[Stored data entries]
┄┄┄┄┄┄┄┄┄┄┄┄┄┄┄┄┄┄┄┄

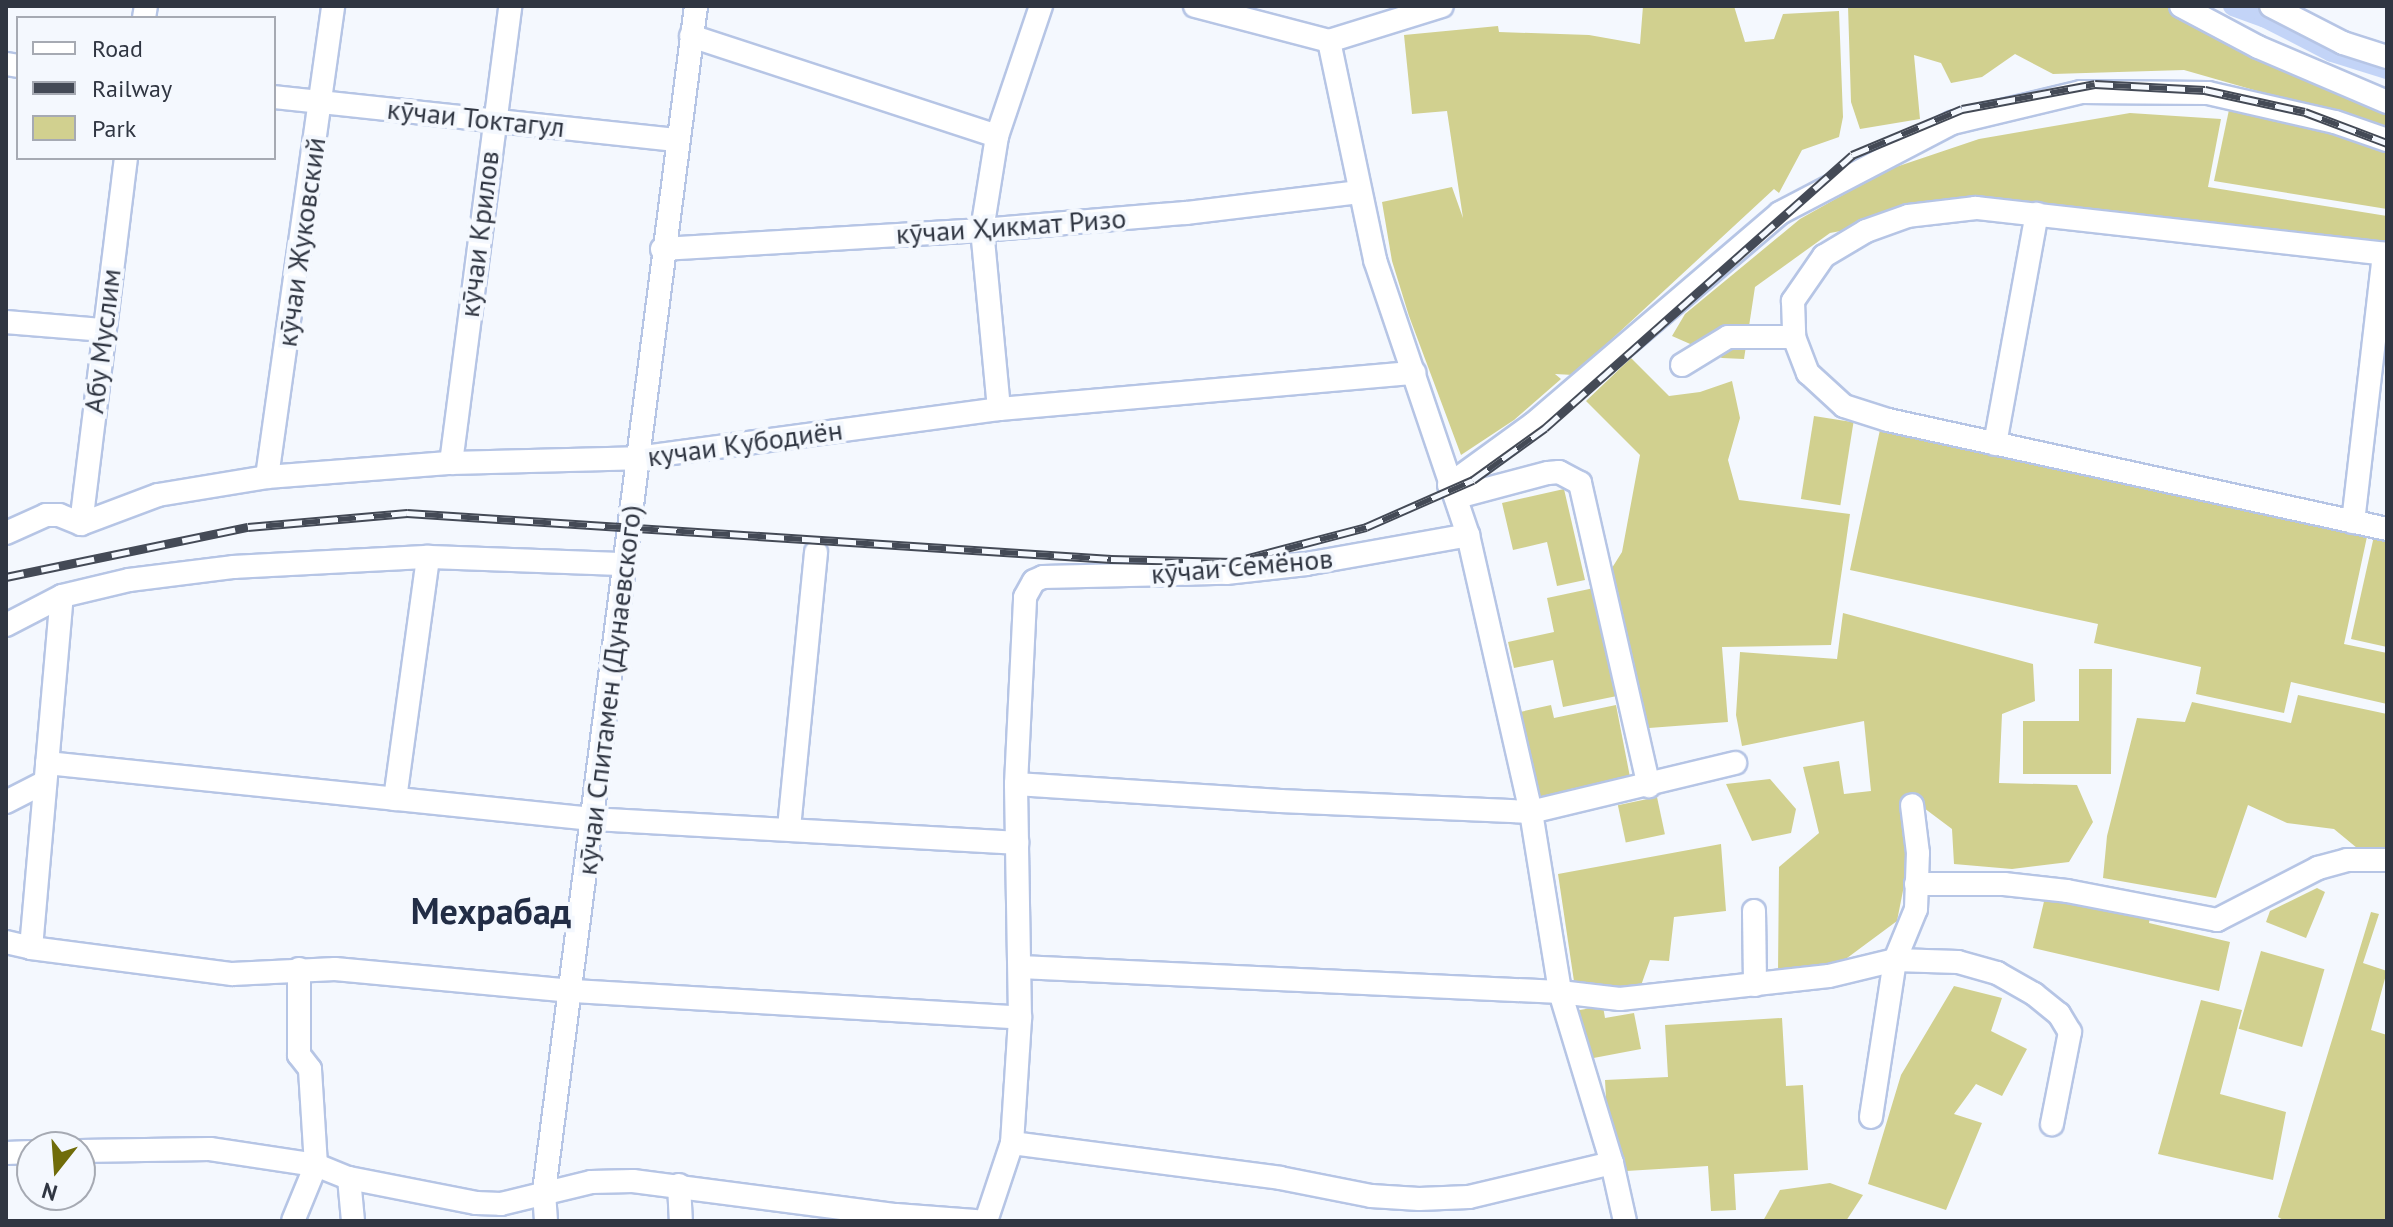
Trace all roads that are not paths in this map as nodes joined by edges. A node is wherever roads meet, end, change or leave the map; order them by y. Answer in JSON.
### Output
{"nodes":[{"id":1,"x":333,"y":6,"type":"edge"},
{"id":2,"x":510,"y":6,"type":"edge"},
{"id":3,"x":696,"y":6,"type":"edge"},
{"id":4,"x":1041,"y":6,"type":"edge"},
{"id":5,"x":1195,"y":6,"type":"edge"},
{"id":6,"x":1442,"y":6,"type":"edge"},
{"id":7,"x":2181,"y":6,"type":"edge"},
{"id":8,"x":2271,"y":6,"type":"edge"},
{"id":9,"x":691,"y":36,"type":"junction"},
{"id":10,"x":1329,"y":41,"type":"junction"},
{"id":11,"x":2387,"y":57,"type":"edge"},
{"id":12,"x":276,"y":97,"type":"edge"},
{"id":13,"x":321,"y":101,"type":"junction"},
{"id":14,"x":2387,"y":102,"type":"edge"},
{"id":15,"x":494,"y":119,"type":"junction"},
{"id":16,"x":997,"y":136,"type":"junction"},
{"id":17,"x":677,"y":140,"type":"junction"},
{"id":18,"x":2387,"y":140,"type":"edge"},
{"id":19,"x":126,"y":160,"type":"edge"},
{"id":20,"x":1359,"y":192,"type":"junction"},
{"id":21,"x":2037,"y":214,"type":"junction"},
{"id":22,"x":982,"y":230,"type":"junction"},
{"id":23,"x":662,"y":249,"type":"junction"},
{"id":24,"x":2386,"y":254,"type":"edge"},
{"id":25,"x":6,"y":322,"type":"edge"},
{"id":26,"x":103,"y":330,"type":"junction"},
{"id":27,"x":1794,"y":337,"type":"junction"},
{"id":28,"x":1682,"y":365,"type":"dead end"},
{"id":29,"x":1414,"y":373,"type":"junction"},
{"id":30,"x":999,"y":409,"type":"junction"},
{"id":31,"x":1995,"y":444,"type":"junction"},
{"id":32,"x":637,"y":458,"type":"junction"},
{"id":33,"x":451,"y":463,"type":"junction"},
{"id":34,"x":267,"y":477,"type":"junction"},
{"id":35,"x":1453,"y":491,"type":"junction"},
{"id":36,"x":2353,"y":522,"type":"junction"},
{"id":37,"x":81,"y":524,"type":"junction"},
{"id":38,"x":2387,"y":529,"type":"edge"},
{"id":39,"x":6,"y":533,"type":"edge"},
{"id":40,"x":1468,"y":535,"type":"junction"},
{"id":41,"x":816,"y":552,"type":"dead end"},
{"id":42,"x":428,"y":557,"type":"junction"},
{"id":43,"x":623,"y":564,"type":"junction"},
{"id":44,"x":62,"y":596,"type":"junction"},
{"id":45,"x":6,"y":625,"type":"edge"},
{"id":46,"x":1735,"y":763,"type":"dead end"},
{"id":47,"x":46,"y":772,"type":"junction"},
{"id":48,"x":1016,"y":784,"type":"junction"},
{"id":49,"x":1649,"y":786,"type":"junction"},
{"id":50,"x":395,"y":799,"type":"junction"},
{"id":51,"x":6,"y":802,"type":"edge"},
{"id":52,"x":1912,"y":805,"type":"dead end"},
{"id":53,"x":1531,"y":812,"type":"junction"},
{"id":54,"x":592,"y":819,"type":"junction"},
{"id":55,"x":789,"y":828,"type":"junction"},
{"id":56,"x":1017,"y":843,"type":"junction"},
{"id":57,"x":2387,"y":860,"type":"edge"},
{"id":58,"x":1916,"y":884,"type":"junction"},
{"id":59,"x":1754,"y":911,"type":"dead end"},
{"id":60,"x":6,"y":942,"type":"edge"},
{"id":61,"x":31,"y":948,"type":"junction"},
{"id":62,"x":1895,"y":960,"type":"junction"},
{"id":63,"x":1020,"y":967,"type":"junction"},
{"id":64,"x":299,"y":969,"type":"junction"},
{"id":65,"x":1755,"y":985,"type":"junction"},
{"id":66,"x":572,"y":991,"type":"junction"},
{"id":67,"x":1560,"y":992,"type":"junction"},
{"id":68,"x":1020,"y":1018,"type":"junction"},
{"id":69,"x":1871,"y":1117,"type":"dead end"},
{"id":70,"x":2052,"y":1124,"type":"dead end"},
{"id":71,"x":1012,"y":1143,"type":"junction"},
{"id":72,"x":96,"y":1151,"type":"edge"},
{"id":73,"x":1612,"y":1163,"type":"junction"},
{"id":74,"x":316,"y":1165,"type":"junction"},
{"id":75,"x":349,"y":1178,"type":"junction"},
{"id":76,"x":679,"y":1185,"type":"junction"},
{"id":77,"x":544,"y":1191,"type":"junction"},
{"id":78,"x":896,"y":1218,"type":"edge"},
{"id":79,"x":293,"y":1221,"type":"edge"},
{"id":80,"x":353,"y":1221,"type":"edge"},
{"id":81,"x":546,"y":1221,"type":"edge"},
{"id":82,"x":681,"y":1221,"type":"edge"},
{"id":83,"x":975,"y":1221,"type":"edge"},
{"id":84,"x":986,"y":1221,"type":"edge"},
{"id":85,"x":1625,"y":1221,"type":"edge"}],
"edges":[{"from":1,"to":13,"type":"street","name":"кӯчаи Жуковский"},
{"from":2,"to":15,"type":"street","name":"кӯчаи Крилов"},
{"from":3,"to":9,"type":"street","name":"кӯчаи Спитамен (Дунаевского)"},
{"from":4,"to":16,"type":"street"},
{"from":5,"to":10,"type":"street"},
{"from":6,"to":10,"type":"street"},
{"from":7,"to":14,"type":"street"},
{"from":8,"to":11,"type":"street"},
{"from":9,"to":16,"type":"street"},
{"from":9,"to":17,"type":"street","name":"кӯчаи Спитамен (Дунаевского)"},
{"from":10,"to":20,"type":"street"},
{"from":12,"to":13,"type":"street","name":"кӯчаи Токтагул"},
{"from":13,"to":15,"type":"street","name":"кӯчаи Токтагул"},
{"from":13,"to":34,"type":"street","name":"кӯчаи Жуковский"},
{"from":15,"to":17,"type":"street","name":"кӯчаи Токтагул"},
{"from":15,"to":33,"type":"street","name":"кӯчаи Крилов"},
{"from":16,"to":22,"type":"street"},
{"from":17,"to":23,"type":"street","name":"кӯчаи Спитамен (Дунаевского)"},
{"from":18,"to":35,"type":"street"},
{"from":19,"to":26,"type":"street","name":"Абу Муслим"},
{"from":20,"to":22,"type":"street","name":"кӯчаи Ҳикмат Ризо"},
{"from":20,"to":29,"type":"street"},
{"from":21,"to":24,"type":"street"},
{"from":21,"to":27,"type":"street"},
{"from":21,"to":31,"type":"street"},
{"from":22,"to":23,"type":"street","name":"кӯчаи Ҳикмат Ризо"},
{"from":22,"to":30,"type":"street"},
{"from":23,"to":32,"type":"street","name":"кӯчаи Спитамен (Дунаевского)"},
{"from":24,"to":36,"type":"street"},
{"from":25,"to":26,"type":"street"},
{"from":26,"to":37,"type":"street","name":"Абу Муслим"},
{"from":27,"to":28,"type":"street"},
{"from":27,"to":31,"type":"street"},
{"from":29,"to":30,"type":"street","name":"кучаи Кубодиён"},
{"from":29,"to":35,"type":"street"},
{"from":30,"to":32,"type":"street","name":"кучаи Кубодиён"},
{"from":31,"to":36,"type":"street"},
{"from":32,"to":33,"type":"street","name":"кучаи Кубодиён"},
{"from":32,"to":43,"type":"street","name":"кӯчаи Спитамен (Дунаевского)"},
{"from":33,"to":34,"type":"street","name":"кучаи Кубодиён"},
{"from":34,"to":37,"type":"street","name":"кучаи Кубодиён"},
{"from":35,"to":40,"type":"street"},
{"from":35,"to":49,"type":"street"},
{"from":36,"to":38,"type":"street"},
{"from":37,"to":39,"type":"street"},
{"from":40,"to":48,"type":"street","name":"кӯчаи Семёнов"},
{"from":40,"to":53,"type":"street"},
{"from":41,"to":55,"type":"street"},
{"from":42,"to":43,"type":"street"},
{"from":42,"to":44,"type":"street"},
{"from":42,"to":50,"type":"street"},
{"from":43,"to":54,"type":"street","name":"кӯчаи Спитамен (Дунаевского)"},
{"from":44,"to":45,"type":"street"},
{"from":44,"to":47,"type":"street"},
{"from":46,"to":49,"type":"street"},
{"from":47,"to":50,"type":"street"},
{"from":47,"to":51,"type":"street"},
{"from":47,"to":61,"type":"street"},
{"from":48,"to":53,"type":"street"},
{"from":48,"to":56,"type":"street"},
{"from":49,"to":53,"type":"street"},
{"from":50,"to":54,"type":"street"},
{"from":52,"to":58,"type":"street"},
{"from":53,"to":67,"type":"street"},
{"from":54,"to":55,"type":"street"},
{"from":54,"to":66,"type":"street","name":"кӯчаи Спитамен (Дунаевского)"},
{"from":55,"to":56,"type":"street"},
{"from":56,"to":63,"type":"street"},
{"from":57,"to":58,"type":"street"},
{"from":58,"to":62,"type":"street"},
{"from":59,"to":65,"type":"street"},
{"from":60,"to":61,"type":"street"},
{"from":61,"to":64,"type":"street"},
{"from":62,"to":65,"type":"street"},
{"from":62,"to":69,"type":"street"},
{"from":62,"to":70,"type":"street"},
{"from":63,"to":67,"type":"street"},
{"from":63,"to":68,"type":"street"},
{"from":64,"to":66,"type":"street"},
{"from":64,"to":74,"type":"street"},
{"from":65,"to":67,"type":"street"},
{"from":66,"to":68,"type":"street"},
{"from":66,"to":77,"type":"street","name":"кӯчаи Спитамен (Дунаевского)"},
{"from":67,"to":73,"type":"street"},
{"from":68,"to":71,"type":"street"},
{"from":71,"to":73,"type":"street"},
{"from":71,"to":84,"type":"street"},
{"from":72,"to":74,"type":"street"},
{"from":73,"to":85,"type":"street"},
{"from":74,"to":75,"type":"street"},
{"from":74,"to":79,"type":"street"},
{"from":75,"to":77,"type":"street"},
{"from":75,"to":80,"type":"street"},
{"from":76,"to":77,"type":"street"},
{"from":76,"to":78,"type":"street"},
{"from":76,"to":82,"type":"street"},
{"from":77,"to":81,"type":"street","name":"кӯчаи Спитамен (Дунаевского)"},
{"from":78,"to":83,"type":"street"}]}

┄┄┄┄┄┄┄┄┄┄┄┄┄┄┄┄┄┄┄┄

→ What you need to do
Wherever a line of the entries holds the string "Жуковский", copy that line.

→ Response area
"edges":[{"from":1,"to":13,"type":"street","name":"кӯчаи Жуковский"},
{"from":13,"to":34,"type":"street","name":"кӯчаи Жуковский"},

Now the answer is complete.